"21 Jump Street"
1 hour, 49 minutes
Channing Tatum, despite my best efforts, is starting to grow on me. As an actor, he still strikes me as a bit of a lug -- slow-witted and thick, but little by little my perception is changing. He took a big step in the right direction with this week's mostly funny, but ultimately disappointing cop show remake "21 Jump Street."
Tatum is Jenko, your typical dumb jock in high school. Jonah Hill, who also continues to rise in my estimation, is Schmidt, socially awkward nerd. The film hooked me early by opening to the strains of Eminem's "Slim Shady" while a buzz-cut bottle-blonde Hill strides into school, his Marshall Mathers ensemble spoiled only by his extra 20 pounds and mouthful of braces. These early scenes, with our protagonists still in high school, are very funny.
Luckily, the story doesn't lose momentum in transitioning to today, where both Schmidt and Jenko, former enemies, are now police academy trainees. Here they learn to appreciate the other's strengths and become the best of friends, setting up the over arching "bromance" plot device that runs all buddy comedies. What "21 Jump Street" does well, however, is not linger on any of these elements. The pace clips along and doesn't pummel you with set-ups that are, admittedly, pretty generic and cliche.
When our heroes graduate to become full-fledged cops, they realize that life isn't a Bruce Willis movie. Going hilariously overboard on their first real arrest, the two are busted down to an undercover narcotics unit meeting in an old church down on Jump Street. Sitting alongside other youthful looking officers, they learn that their assignment is to infiltrate a drug ring at a local high school. They are given back stories that stereotypically match their personalities. Jenko is a track star and Schmidt a chemistry nerd. Naturally the two confuse their identities and wackiness ensues.
There's no point in running down each and every plot point from here because it's pretty much what you'd expect. It's a by the numbers comedy, but that's fine because they do it well. Up to a point. About two-thirds of the way through, the filmmakers lose confidence and resort to gunfights, bloodshed, and some pretty disgusting humor. I was bummed because the rest of the movie was going so well.
I never saw the show "21 Jump Street" that this movie is based on, but I remember people talking about it. Johnny Depp made his name on that show, and I guess it wasn't bad. But unlike lesser adaptations, the "Jump Street" film doesn't hold it's source material as sacrosanct and that's what elevates the material. I was reminded of the "Brady Bunch" movie from a few years back. It's almost an absurdist take. "21 Jump Street" doesn't go as far as that film, but it's the same idea.

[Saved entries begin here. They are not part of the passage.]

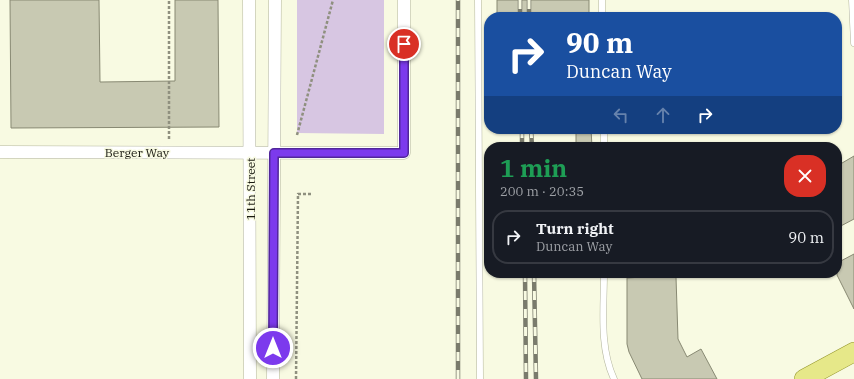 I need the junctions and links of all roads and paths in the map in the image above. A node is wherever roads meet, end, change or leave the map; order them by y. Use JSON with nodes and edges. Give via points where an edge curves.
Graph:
{"nodes":[{"id":1,"x":169,"y":0,"type":"edge"},
{"id":2,"x":249,"y":0,"type":"edge"},
{"id":3,"x":275,"y":0,"type":"edge"},
{"id":4,"x":333,"y":0,"type":"edge"},
{"id":5,"x":404,"y":0,"type":"edge"},
{"id":6,"x":478,"y":0,"type":"edge"},
{"id":7,"x":602,"y":0,"type":"edge"},
{"id":8,"x":852,"y":0,"type":"edge"},
{"id":9,"x":602,"y":12,"type":"edge"},
{"id":10,"x":854,"y":43,"type":"edge"},
{"id":11,"x":297,"y":135,"type":"dead end"},
{"id":12,"x":0,"y":152,"type":"edge"},
{"id":13,"x":169,"y":152,"type":"junction"},
{"id":14,"x":250,"y":153,"type":"junction"},
{"id":15,"x":274,"y":153,"type":"junction"},
{"id":16,"x":313,"y":194,"type":"dead end"},
{"id":17,"x":604,"y":278,"type":"edge"},
{"id":18,"x":854,"y":352,"type":"edge"},
{"id":19,"x":250,"y":379,"type":"edge"},
{"id":20,"x":273,"y":379,"type":"edge"},
{"id":21,"x":296,"y":379,"type":"edge"},
{"id":22,"x":480,"y":379,"type":"edge"},
{"id":23,"x":614,"y":379,"type":"edge"},
{"id":24,"x":804,"y":379,"type":"edge"}],
"edges":[{"from":1,"to":13,"type":"path"},
{"from":2,"to":14,"type":"street","name":"11th Street"},
{"from":3,"to":15,"type":"street","name":"11th Street"},
{"from":4,"to":11,"type":"path"},
{"from":5,"to":15,"type":"street","name":"Berger Way","via":[[404,153]]},
{"from":6,"to":22,"type":"lane"},
{"from":7,"to":9,"type":"lane"},
{"from":8,"to":10,"type":"lane"},
{"from":12,"to":13,"type":"street","name":"Berger Way"},
{"from":13,"to":14,"type":"street","name":"Berger Way"},
{"from":14,"to":15,"type":"street","name":"Berger Way"},
{"from":14,"to":19,"type":"street","name":"11th Street"},
{"from":15,"to":20,"type":"street","name":"11th Street"},
{"from":16,"to":21,"type":"path","via":[[298,194]]},
{"from":17,"to":23,"type":"lane","via":[[605,343]]},
{"from":18,"to":24,"type":"main road"}]}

I think, ultimately, it's the R-rating that brings this movie down. As I said, two-thirds of the movie are very funny, and at times very R-rated, but the "freedom" that the R brings proved to be too much in the end. So much of what happens at the end of the movie is unnecessary and just not anything anyone wants to see. I suppose I was in the minority at the screening I attended, as the audience was laughing pretty loud, but for me the mood was spoiled. The same thing happened to another Jonah Hill movie, the somewhat sweet, yet disturbingly vulgar "Superbad." C'mon guys! I'm trying to like you! Stop making it so hard.
There are some pretty standard complaints I could make about "21 Jump Street" -- things that would have bothered me more had the movie itself not seemed to be in on the joke. The teachers at the school are all idiots, and the kids are all disturbingly mature. But for a while, "Jump Street" is rolling its eyes at these cliches along with us. Too bad it couldn't go the distance.
"21 Jump Street" is rated R for pervasive language, crude humor, violence, and sexual situations.
Next week officially starts the summer blockbuster season, interesting considering it's barely spring. "John Carter," had it been a hit, would have moved that start date up even further, but it was waylaid by unfairly negative press and so it falls to "The Hunger Games." "Games" is decidedly not suffering the same problem "Carter" did. Its sequel's release date has already been announced, before anyone has even seen the original. Oh well. Some movies get the gold mine, some get the shaft.
Here's hoping that "Games" can usher in a great roller coaster ride of a summer that includes "The Dark Knight Rises," "The Avengers," "The Amazing Spider-Man" and plenty more. We've earned it. It's been a long winter.
Chris Jenness is a freelance graphic designer, artist and movie buff who lives in Nikiski.